When somebody says, “we’re looking for someone who can block and tackle for us,” the image that first springs to mind (in this country anyway) is one of football linemen. But when you think about it, blocking and tackling are actually opposing roles—one offensive, one defensive. They’re not usually performed by the same side, at least not at the same time, so the metaphor is not entirely clear. Maybe the intent is to describe menial grunt work, less glamorous than that of so-called “skill positions” like quarterback and receiver. That would make sense (though it may raise objections from franchise left tackles or speed-rushing defensive ends), but I suspect there are other forces at work here.

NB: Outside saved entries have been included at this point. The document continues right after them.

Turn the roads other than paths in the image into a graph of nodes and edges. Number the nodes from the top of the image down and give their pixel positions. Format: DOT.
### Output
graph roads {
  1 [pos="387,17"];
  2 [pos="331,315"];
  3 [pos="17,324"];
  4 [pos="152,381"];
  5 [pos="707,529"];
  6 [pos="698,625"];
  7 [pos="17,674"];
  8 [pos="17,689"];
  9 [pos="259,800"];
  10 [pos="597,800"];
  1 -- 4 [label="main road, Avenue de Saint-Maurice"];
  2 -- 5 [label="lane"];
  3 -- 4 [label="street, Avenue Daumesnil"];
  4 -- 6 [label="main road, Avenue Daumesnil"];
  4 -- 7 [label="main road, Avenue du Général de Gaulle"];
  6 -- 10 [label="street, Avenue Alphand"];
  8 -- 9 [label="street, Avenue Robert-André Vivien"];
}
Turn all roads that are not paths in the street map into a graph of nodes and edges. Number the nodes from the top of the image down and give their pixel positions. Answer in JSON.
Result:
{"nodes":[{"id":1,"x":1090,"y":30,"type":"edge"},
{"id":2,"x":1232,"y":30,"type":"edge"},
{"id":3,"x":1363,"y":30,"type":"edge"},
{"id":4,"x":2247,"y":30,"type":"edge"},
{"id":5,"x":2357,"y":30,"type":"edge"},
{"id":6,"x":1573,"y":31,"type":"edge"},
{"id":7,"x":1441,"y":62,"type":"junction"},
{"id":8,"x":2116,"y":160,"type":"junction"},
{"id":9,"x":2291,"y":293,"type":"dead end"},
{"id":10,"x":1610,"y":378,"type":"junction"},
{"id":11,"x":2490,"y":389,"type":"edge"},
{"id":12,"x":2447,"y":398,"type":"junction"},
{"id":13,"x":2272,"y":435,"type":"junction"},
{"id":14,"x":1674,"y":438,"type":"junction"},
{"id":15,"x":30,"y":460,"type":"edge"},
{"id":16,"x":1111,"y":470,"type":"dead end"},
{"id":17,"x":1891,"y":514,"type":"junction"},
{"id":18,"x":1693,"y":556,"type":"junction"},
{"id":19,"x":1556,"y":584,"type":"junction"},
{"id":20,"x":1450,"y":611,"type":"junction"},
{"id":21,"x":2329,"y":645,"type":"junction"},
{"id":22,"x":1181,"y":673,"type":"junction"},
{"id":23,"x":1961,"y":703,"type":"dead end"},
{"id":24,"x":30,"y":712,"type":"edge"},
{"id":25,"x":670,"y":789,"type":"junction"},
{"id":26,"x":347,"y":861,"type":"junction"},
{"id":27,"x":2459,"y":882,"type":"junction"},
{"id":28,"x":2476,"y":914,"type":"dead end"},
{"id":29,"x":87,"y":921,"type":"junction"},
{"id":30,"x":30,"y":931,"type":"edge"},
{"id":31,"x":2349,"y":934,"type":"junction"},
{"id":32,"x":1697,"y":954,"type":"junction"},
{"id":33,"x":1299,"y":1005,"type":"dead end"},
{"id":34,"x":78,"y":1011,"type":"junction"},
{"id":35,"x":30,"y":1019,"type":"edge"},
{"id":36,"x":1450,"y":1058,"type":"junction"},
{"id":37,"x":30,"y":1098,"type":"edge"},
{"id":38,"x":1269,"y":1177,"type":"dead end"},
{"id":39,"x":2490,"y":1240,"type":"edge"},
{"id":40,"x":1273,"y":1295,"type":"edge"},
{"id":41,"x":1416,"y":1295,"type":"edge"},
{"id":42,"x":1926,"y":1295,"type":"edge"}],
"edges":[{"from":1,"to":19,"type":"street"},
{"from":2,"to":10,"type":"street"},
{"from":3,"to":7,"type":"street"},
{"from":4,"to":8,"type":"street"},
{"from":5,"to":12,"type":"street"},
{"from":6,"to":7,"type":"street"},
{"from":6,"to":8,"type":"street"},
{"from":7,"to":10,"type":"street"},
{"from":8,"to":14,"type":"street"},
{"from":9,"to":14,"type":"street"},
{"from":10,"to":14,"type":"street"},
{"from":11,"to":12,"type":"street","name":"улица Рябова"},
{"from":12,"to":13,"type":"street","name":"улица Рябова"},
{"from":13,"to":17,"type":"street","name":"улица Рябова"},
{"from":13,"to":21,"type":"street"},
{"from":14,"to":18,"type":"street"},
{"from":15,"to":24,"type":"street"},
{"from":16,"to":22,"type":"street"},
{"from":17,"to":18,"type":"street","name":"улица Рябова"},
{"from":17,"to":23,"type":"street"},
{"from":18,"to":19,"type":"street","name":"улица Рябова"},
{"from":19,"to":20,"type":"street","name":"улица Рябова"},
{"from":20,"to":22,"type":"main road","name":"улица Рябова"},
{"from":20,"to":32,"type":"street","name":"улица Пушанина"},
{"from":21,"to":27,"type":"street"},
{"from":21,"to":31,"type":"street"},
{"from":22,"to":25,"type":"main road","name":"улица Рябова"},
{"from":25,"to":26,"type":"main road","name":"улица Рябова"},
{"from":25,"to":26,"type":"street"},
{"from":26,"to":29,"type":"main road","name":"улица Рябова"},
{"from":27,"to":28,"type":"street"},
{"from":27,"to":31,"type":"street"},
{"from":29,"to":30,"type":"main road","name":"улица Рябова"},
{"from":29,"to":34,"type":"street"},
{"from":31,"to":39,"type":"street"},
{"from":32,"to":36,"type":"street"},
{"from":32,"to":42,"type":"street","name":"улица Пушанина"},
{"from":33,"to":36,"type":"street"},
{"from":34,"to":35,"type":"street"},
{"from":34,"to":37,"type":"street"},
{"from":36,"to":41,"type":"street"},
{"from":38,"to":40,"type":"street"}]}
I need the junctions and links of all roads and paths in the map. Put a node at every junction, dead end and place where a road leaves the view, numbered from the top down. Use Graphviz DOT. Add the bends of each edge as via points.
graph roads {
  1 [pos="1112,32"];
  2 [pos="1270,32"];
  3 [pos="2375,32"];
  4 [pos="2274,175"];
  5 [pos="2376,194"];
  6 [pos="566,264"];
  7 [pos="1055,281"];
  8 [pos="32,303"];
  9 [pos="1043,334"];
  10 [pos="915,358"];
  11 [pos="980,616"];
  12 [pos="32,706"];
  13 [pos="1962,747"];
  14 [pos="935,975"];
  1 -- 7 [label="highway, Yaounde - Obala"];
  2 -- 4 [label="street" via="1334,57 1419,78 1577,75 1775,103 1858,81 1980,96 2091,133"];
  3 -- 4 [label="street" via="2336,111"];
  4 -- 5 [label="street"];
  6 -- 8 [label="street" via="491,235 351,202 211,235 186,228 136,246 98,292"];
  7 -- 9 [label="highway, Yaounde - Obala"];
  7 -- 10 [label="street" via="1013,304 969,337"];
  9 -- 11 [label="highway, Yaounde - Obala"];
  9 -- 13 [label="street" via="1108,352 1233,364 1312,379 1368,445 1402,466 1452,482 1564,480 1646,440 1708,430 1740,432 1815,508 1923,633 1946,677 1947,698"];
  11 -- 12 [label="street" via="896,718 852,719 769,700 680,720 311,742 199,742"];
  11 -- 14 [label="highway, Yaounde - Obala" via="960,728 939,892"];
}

A block and tackle is also a system of ropes and pulleys used to gain mechanical advantage, common to boats and sailing ships. So, the speaker might be looking for a resource that would provide analogous service—a force multiplier—which would be quite different from simple grunt work … though both may or may not involve heavy lifting. See what I mean? This may a case of usage jumping the tracks. A speaker uses the term in the mechanical sense, the listener hears a football analogy, and communication breaks down. A form of verbal shorthand intended to facilitate communication actually introduces confusion, leaving two parties with very different interpretations of a conversation.

Interestingly, block and tackle (in the nautical context, anyway) is akin to the word “leverage,” which has a bronze statue at the business cliché hall of fame. “Give me a lever and a place to stand, and I shall move the earth.” OK, Archimedes, but how would you leverage the earth? What makes the word leverage insidious is that it gets used in so many ways. For Wall Street, it’s debt. For law firms, it’s staffing ratios. Vladimir Putin recently used it in a controversial New York Times opinion piece as a more palatable euphemism for “power.” In many other cases it simply means “use.” The term is so threadbare it has become effectively meaningless. (I’ll concede that contesting the use of leverage as a verb is a lost cause, but I do submit that a far greater authority than I long ago observed that verbing wierds language.)

My point is, effective communication—and especially business communication—is essentially about clarity, brevity and thoughtfulness. Clichés gain traction in the first place because they are concise and easy to use, but they lose value with overuse. We start to use them reflexively, fumbling for them when at a loss for words. But what at first seemed clever soon becomes trite.

So, how do we avoid clichés? My best answer is time. Clichés are usually invoked when people are going too fast, and I’m as much of an offender as anyone. When writing, it’s a question of pausing to consider what you really mean. It’s fast and easy to invoke an overused expression, but it takes time to pause and consider the finer implications of a phrase. Most people don’t make the extra effort, but those who do stand out.

Speech, of course, is a little bit trickier. When I’m in a public speaking situation—whether at an event or in a one-on-one business meeting—I often feel a sense of urgency. The reflective part of my brain shuts down and I rush to fill any voids with words. (I may be wrong, but I don’t think I’m alone in this trait.) Clichés are the easiest way to fill the gap, and I use them frequently, but when I do, I can feel I’m losing my listener bit by bit. I think the best remedy here, too, is to just slow down.

Roger Ebert’s stellar autobiography “Life Itself” contains critical guidance on this point from no less than John Wayne. Early in his career, Wayne realized that if he only had a few lines in a picture, the best way to maximize their value (i.e. get more screen time) was to say them as slowly as possible. It makes a lot of sense, and the result is not just effective, it’s iconic. Think about it: If … you … want … people … to … listen … to … you …, pilgrim, … say … the … words … slower.

Clear and concise does not necessarily mean fast. It just means non-reflexive. Those French printers who cast blocks of print did so because they didn’t want to think about it any further. Using tired phrases have the same effect on readers and listeners, and they don’t do anybody any good.